- [YOUR TASK] Once the pictures are removed, restate the listing word for word.

-- Opening Marker --

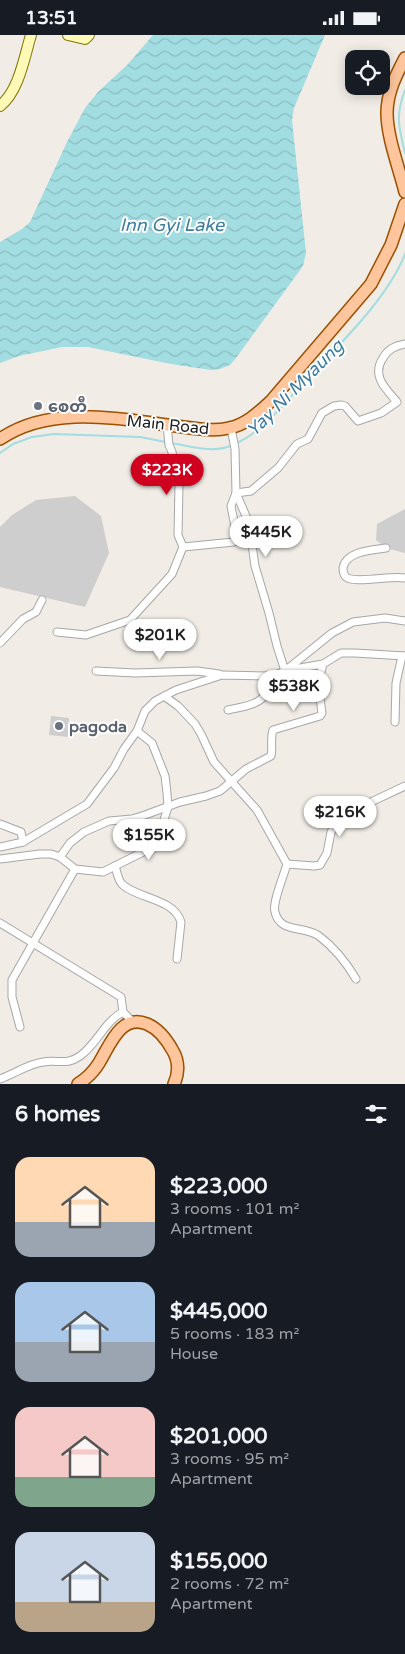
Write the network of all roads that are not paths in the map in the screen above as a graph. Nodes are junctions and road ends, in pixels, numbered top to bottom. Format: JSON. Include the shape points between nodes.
{"nodes":[{"id":1,"x":31,"y":35,"type":"edge"},
{"id":2,"x":68,"y":35,"type":"edge"},
{"id":3,"x":89,"y":35,"type":"edge"},
{"id":4,"x":405,"y":58,"type":"edge"},
{"id":5,"x":0,"y":106,"type":"edge"},
{"id":6,"x":405,"y":192,"type":"edge"},
{"id":7,"x":405,"y":204,"type":"edge"},
{"id":8,"x":405,"y":344,"type":"edge"},
{"id":9,"x":167,"y":425,"type":"junction"},
{"id":10,"x":230,"y":428,"type":"junction"},
{"id":11,"x":0,"y":439,"type":"edge"},
{"id":12,"x":236,"y":493,"type":"junction"},
{"id":13,"x":183,"y":547,"type":"junction"},
{"id":14,"x":386,"y":547,"type":"dead end"},
{"id":15,"x":405,"y":578,"type":"edge"},
{"id":16,"x":42,"y":601,"type":"dead end"},
{"id":17,"x":405,"y":621,"type":"edge"},
{"id":18,"x":57,"y":632,"type":"dead end"},
{"id":19,"x":0,"y":643,"type":"edge"},
{"id":20,"x":403,"y":656,"type":"edge"},
{"id":21,"x":323,"y":664,"type":"junction"},
{"id":22,"x":287,"y":669,"type":"junction"},
{"id":23,"x":96,"y":671,"type":"dead end"},
{"id":24,"x":222,"y":675,"type":"junction"},
{"id":25,"x":267,"y":676,"type":"junction"},
{"id":26,"x":164,"y":696,"type":"junction"},
{"id":27,"x":228,"y":710,"type":"dead end"},
{"id":28,"x":395,"y":722,"type":"dead end"},
{"id":29,"x":137,"y":731,"type":"junction"},
{"id":30,"x":232,"y":782,"type":"junction"},
{"id":31,"x":405,"y":786,"type":"edge"},
{"id":32,"x":168,"y":807,"type":"junction"},
{"id":33,"x":0,"y":824,"type":"edge"},
{"id":34,"x":23,"y":842,"type":"junction"},
{"id":35,"x":0,"y":847,"type":"edge"},
{"id":36,"x":60,"y":857,"type":"junction"},
{"id":37,"x":0,"y":859,"type":"edge"},
{"id":38,"x":287,"y":864,"type":"junction"},
{"id":39,"x":115,"y":866,"type":"junction"},
{"id":40,"x":75,"y":869,"type":"junction"},
{"id":41,"x":0,"y":923,"type":"edge"},
{"id":42,"x":33,"y":942,"type":"junction"},
{"id":43,"x":177,"y":959,"type":"dead end"},
{"id":44,"x":356,"y":979,"type":"dead end"},
{"id":45,"x":123,"y":1012,"type":"junction"},
{"id":46,"x":133,"y":1022,"type":"junction"},
{"id":47,"x":20,"y":1027,"type":"dead end"},
{"id":48,"x":0,"y":1079,"type":"edge"},
{"id":49,"x":78,"y":1084,"type":"edge"},
{"id":50,"x":174,"y":1084,"type":"edge"}],
"edges":[{"from":1,"to":5,"type":"main road","via":[[15,84]]},
{"from":2,"to":3,"type":"main road","via":[[85,39]]},
{"from":4,"to":6,"type":"main road","via":[[390,94],[387,112]]},
{"from":7,"to":10,"type":"main road","name":"Main Road","via":[[391,245],[371,284],[271,401],[248,420]]},
{"from":8,"to":12,"type":"street","via":[[387,353],[377,372],[380,381],[398,402],[381,413],[358,421],[345,406],[334,406],[322,413],[308,439],[297,443],[278,468],[250,491]]},
{"from":9,"to":10,"type":"main road","name":"Main Road"},
{"from":9,"to":11,"type":"main road","name":"Main Road","via":[[57,417],[11,431]]},
{"from":9,"to":13,"type":"street","via":[[179,485],[178,535]]},
{"from":10,"to":12,"type":"street","via":[[235,449]]},
{"from":12,"to":13,"type":"street","via":[[231,506],[236,540]]},
{"from":12,"to":22,"type":"street","via":[[249,523],[256,566],[277,646]]},
{"from":13,"to":18,"type":"street","via":[[172,574],[130,620],[86,635]]},
{"from":14,"to":15,"type":"street","via":[[364,551],[348,559],[343,571],[345,577],[352,580]]},
{"from":16,"to":19,"type":"street","via":[[36,612],[23,619]]},
{"from":17,"to":22,"type":"street","via":[[385,618],[353,623],[332,633]]},
{"from":20,"to":21,"type":"street","via":[[341,653]]},
{"from":20,"to":28,"type":"street","via":[[396,683]]},
{"from":21,"to":22,"type":"street"},
{"from":21,"to":30,"type":"street","via":[[318,683],[320,716],[274,730],[271,756],[246,769]]},
{"from":22,"to":25,"type":"street"},
{"from":23,"to":24,"type":"street","via":[[197,671]]},
{"from":24,"to":25,"type":"street"},
{"from":24,"to":26,"type":"street"},
{"from":25,"to":27,"type":"street","via":[[267,693],[260,701]]},
{"from":26,"to":29,"type":"street","via":[[149,706]]},
{"from":26,"to":30,"type":"street","via":[[195,724],[214,762]]},
{"from":29,"to":32,"type":"street","via":[[152,743],[165,776]]},
{"from":29,"to":34,"type":"street","via":[[87,804]]},
{"from":30,"to":32,"type":"street","via":[[213,793]]},
{"from":30,"to":38,"type":"street","via":[[257,809]]},
{"from":31,"to":38,"type":"street","via":[[338,821],[320,865]]},
{"from":32,"to":36,"type":"street","via":[[132,819],[109,821],[84,832]]},
{"from":32,"to":39,"type":"street","via":[[163,823],[148,847]]},
{"from":33,"to":34,"type":"street","via":[[21,832]]},
{"from":34,"to":35,"type":"street"},
{"from":36,"to":37,"type":"street","via":[[40,854]]},
{"from":36,"to":40,"type":"street"},
{"from":38,"to":44,"type":"street","via":[[274,911],[278,921],[283,926],[317,935],[339,953]]},
{"from":39,"to":40,"type":"street","via":[[102,872]]},
{"from":39,"to":43,"type":"street","via":[[121,883],[127,888],[161,902],[180,918]]},
{"from":40,"to":42,"type":"street"},
{"from":41,"to":42,"type":"street"},
{"from":42,"to":45,"type":"street","via":[[121,997]]},
{"from":42,"to":47,"type":"street","via":[[11,986]]},
{"from":45,"to":46,"type":"street"},
{"from":45,"to":48,"type":"street","via":[[111,1021],[88,1050],[73,1061],[42,1061]]},
{"from":46,"to":49,"type":"main road","via":[[120,1029],[93,1071]]},
{"from":46,"to":50,"type":"main road","via":[[151,1025],[171,1046],[177,1066]]}]}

-- Closing Marker --

- [OUTPUT OF THE TASK]
Write the network of all roads that are not paths in the map in the screen above as a graph. Nodes are junctions and road ends, in pixels, numbered top to bottom. Format: JSON. Include the shape points between nodes.
{"nodes":[{"id":1,"x":31,"y":35,"type":"edge"},
{"id":2,"x":68,"y":35,"type":"edge"},
{"id":3,"x":89,"y":35,"type":"edge"},
{"id":4,"x":405,"y":58,"type":"edge"},
{"id":5,"x":0,"y":106,"type":"edge"},
{"id":6,"x":405,"y":192,"type":"edge"},
{"id":7,"x":405,"y":204,"type":"edge"},
{"id":8,"x":405,"y":344,"type":"edge"},
{"id":9,"x":167,"y":425,"type":"junction"},
{"id":10,"x":230,"y":428,"type":"junction"},
{"id":11,"x":0,"y":439,"type":"edge"},
{"id":12,"x":236,"y":493,"type":"junction"},
{"id":13,"x":183,"y":547,"type":"junction"},
{"id":14,"x":386,"y":547,"type":"dead end"},
{"id":15,"x":405,"y":578,"type":"edge"},
{"id":16,"x":42,"y":601,"type":"dead end"},
{"id":17,"x":405,"y":621,"type":"edge"},
{"id":18,"x":57,"y":632,"type":"dead end"},
{"id":19,"x":0,"y":643,"type":"edge"},
{"id":20,"x":403,"y":656,"type":"edge"},
{"id":21,"x":323,"y":664,"type":"junction"},
{"id":22,"x":287,"y":669,"type":"junction"},
{"id":23,"x":96,"y":671,"type":"dead end"},
{"id":24,"x":222,"y":675,"type":"junction"},
{"id":25,"x":267,"y":676,"type":"junction"},
{"id":26,"x":164,"y":696,"type":"junction"},
{"id":27,"x":228,"y":710,"type":"dead end"},
{"id":28,"x":395,"y":722,"type":"dead end"},
{"id":29,"x":137,"y":731,"type":"junction"},
{"id":30,"x":232,"y":782,"type":"junction"},
{"id":31,"x":405,"y":786,"type":"edge"},
{"id":32,"x":168,"y":807,"type":"junction"},
{"id":33,"x":0,"y":824,"type":"edge"},
{"id":34,"x":23,"y":842,"type":"junction"},
{"id":35,"x":0,"y":847,"type":"edge"},
{"id":36,"x":60,"y":857,"type":"junction"},
{"id":37,"x":0,"y":859,"type":"edge"},
{"id":38,"x":287,"y":864,"type":"junction"},
{"id":39,"x":115,"y":866,"type":"junction"},
{"id":40,"x":75,"y":869,"type":"junction"},
{"id":41,"x":0,"y":923,"type":"edge"},
{"id":42,"x":33,"y":942,"type":"junction"},
{"id":43,"x":177,"y":959,"type":"dead end"},
{"id":44,"x":356,"y":979,"type":"dead end"},
{"id":45,"x":123,"y":1012,"type":"junction"},
{"id":46,"x":133,"y":1022,"type":"junction"},
{"id":47,"x":20,"y":1027,"type":"dead end"},
{"id":48,"x":0,"y":1079,"type":"edge"},
{"id":49,"x":78,"y":1084,"type":"edge"},
{"id":50,"x":174,"y":1084,"type":"edge"}],
"edges":[{"from":1,"to":5,"type":"main road","via":[[15,84]]},
{"from":2,"to":3,"type":"main road","via":[[85,39]]},
{"from":4,"to":6,"type":"main road","via":[[390,94],[387,112]]},
{"from":7,"to":10,"type":"main road","name":"Main Road","via":[[391,245],[371,284],[271,401],[248,420]]},
{"from":8,"to":12,"type":"street","via":[[387,353],[377,372],[380,381],[398,402],[381,413],[358,421],[345,406],[334,406],[322,413],[308,439],[297,443],[278,468],[250,491]]},
{"from":9,"to":10,"type":"main road","name":"Main Road"},
{"from":9,"to":11,"type":"main road","name":"Main Road","via":[[57,417],[11,431]]},
{"from":9,"to":13,"type":"street","via":[[179,485],[178,535]]},
{"from":10,"to":12,"type":"street","via":[[235,449]]},
{"from":12,"to":13,"type":"street","via":[[231,506],[236,540]]},
{"from":12,"to":22,"type":"street","via":[[249,523],[256,566],[277,646]]},
{"from":13,"to":18,"type":"street","via":[[172,574],[130,620],[86,635]]},
{"from":14,"to":15,"type":"street","via":[[364,551],[348,559],[343,571],[345,577],[352,580]]},
{"from":16,"to":19,"type":"street","via":[[36,612],[23,619]]},
{"from":17,"to":22,"type":"street","via":[[385,618],[353,623],[332,633]]},
{"from":20,"to":21,"type":"street","via":[[341,653]]},
{"from":20,"to":28,"type":"street","via":[[396,683]]},
{"from":21,"to":22,"type":"street"},
{"from":21,"to":30,"type":"street","via":[[318,683],[320,716],[274,730],[271,756],[246,769]]},
{"from":22,"to":25,"type":"street"},
{"from":23,"to":24,"type":"street","via":[[197,671]]},
{"from":24,"to":25,"type":"street"},
{"from":24,"to":26,"type":"street"},
{"from":25,"to":27,"type":"street","via":[[267,693],[260,701]]},
{"from":26,"to":29,"type":"street","via":[[149,706]]},
{"from":26,"to":30,"type":"street","via":[[195,724],[214,762]]},
{"from":29,"to":32,"type":"street","via":[[152,743],[165,776]]},
{"from":29,"to":34,"type":"street","via":[[87,804]]},
{"from":30,"to":32,"type":"street","via":[[213,793]]},
{"from":30,"to":38,"type":"street","via":[[257,809]]},
{"from":31,"to":38,"type":"street","via":[[338,821],[320,865]]},
{"from":32,"to":36,"type":"street","via":[[132,819],[109,821],[84,832]]},
{"from":32,"to":39,"type":"street","via":[[163,823],[148,847]]},
{"from":33,"to":34,"type":"street","via":[[21,832]]},
{"from":34,"to":35,"type":"street"},
{"from":36,"to":37,"type":"street","via":[[40,854]]},
{"from":36,"to":40,"type":"street"},
{"from":38,"to":44,"type":"street","via":[[274,911],[278,921],[283,926],[317,935],[339,953]]},
{"from":39,"to":40,"type":"street","via":[[102,872]]},
{"from":39,"to":43,"type":"street","via":[[121,883],[127,888],[161,902],[180,918]]},
{"from":40,"to":42,"type":"street"},
{"from":41,"to":42,"type":"street"},
{"from":42,"to":45,"type":"street","via":[[121,997]]},
{"from":42,"to":47,"type":"street","via":[[11,986]]},
{"from":45,"to":46,"type":"street"},
{"from":45,"to":48,"type":"street","via":[[111,1021],[88,1050],[73,1061],[42,1061]]},
{"from":46,"to":49,"type":"main road","via":[[120,1029],[93,1071]]},
{"from":46,"to":50,"type":"main road","via":[[151,1025],[171,1046],[177,1066]]}]}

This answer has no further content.